IV. Natürliche Ressourcen und Umwelt
Allgemeines
- 114. Die Kommission hat sich zur Aufgabe gemacht, den Haushalt stärker an dem europäischen Mehrwert auszurichten, Ressourcen zu bündeln und damit Ergebnisse zu erzielen, die für die Mitgliedstaaten im Alleingang unerreichbar wären. Der Europäische Mehrwert als Kompass für die Verteilung von europäischen Mitteln wird ausdrücklich begrüßt. Eine intakte Umwelt, saubere Böden und Gewässer, der Schutz der Biodiversität sowie eine gute Luftqualität sind die Lebensgrundlage aller und in vielen Verordnungen und Fachpolitiken der EU als Ziel verankert. Die Erreichung dieser durch die EU festgesetzten Vorgaben ist anspruchsvoll und notwendig. Der Bundesrat spricht sich dafür aus, den europäischen Mehrwert auch als Richtschnur bei der Umweltfinanzierung und der Agrarpolitik anzuwenden.
Landwirtschaft und Meerespolitik
- 115. Der Bundesrat unterstützt, dass in der reformierten Agrarpolitik den Bereichen Umwelt und Klima ein höherer Stellenwert zukommen soll und die Kommission den Übergang zu einem nachhaltigeren Agrarsektor und zur Entwicklung dynamischer ländlicher Gebiete fördern will.

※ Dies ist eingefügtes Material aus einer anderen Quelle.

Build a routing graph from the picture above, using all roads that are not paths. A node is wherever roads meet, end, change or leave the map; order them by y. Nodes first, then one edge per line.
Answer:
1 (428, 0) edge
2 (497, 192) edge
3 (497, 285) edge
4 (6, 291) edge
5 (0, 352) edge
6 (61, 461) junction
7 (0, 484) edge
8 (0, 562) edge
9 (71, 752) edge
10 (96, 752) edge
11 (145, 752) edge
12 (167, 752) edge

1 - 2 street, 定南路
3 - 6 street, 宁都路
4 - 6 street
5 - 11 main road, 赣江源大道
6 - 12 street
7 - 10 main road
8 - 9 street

- 116. Der Bundesrat hat in diesem Zusammenhang jedoch Zweifel, ob die Vorschläge der Kommission zum künftigen Finanzrahmen geeignete Ansätze dafür darstellen, die Land- und Forstwirtschaft und den ländlichen Raum weiter angemessen zu unterstützen und dabei den bisherigen und auch neuen Herausforderungen wie Nahrungsmittelsicherheit, Belebung der ländlichen Räume, hohe Standards in der Agrarproduktion sowie Beiträge zum Klima- und Gewässerschutz oder zum Erhalt der Biodiversität gerecht zu werden und die europäischen Ziele im Umwelt-, Klima- und Naturschutz zu erreichen.
- 117. Er kritisiert insbesondere die unverhältnismäßigen Kürzungen in der zweiten Säule der GAP. Dieser Eingriff geht zu Lasten des ländlichen Raums und steht der von der Kommission angestrebten Stärkung von Umwelt- und Naturschutz sowie dem Beitrag zu den Klima- und Ressourcenschutzzielen der EU entgegen. Die neue GAP muss das nationale Ausbauziel des ökologischen Landbaus auf 20 Prozent der landwirtschaftlichen Fläche sicher finanzieren können.
- 118. Der Bundesrat lehnt eine Anhebung der Kofinanzierungssätze für die zweite Säule der GAP ab. Er sieht, auch um einen Wettbewerb um die niedrigsten Umweltstandards zu vermeiden, die Notwendigkeit für europaweit einheitliche Mindeststandards im Bereich des Natur- und Umweltschutzes und hält es für erforderlich, dies auch bei der Programmgestaltung auf europäischer Ebene hinreichend zu berücksichtigen.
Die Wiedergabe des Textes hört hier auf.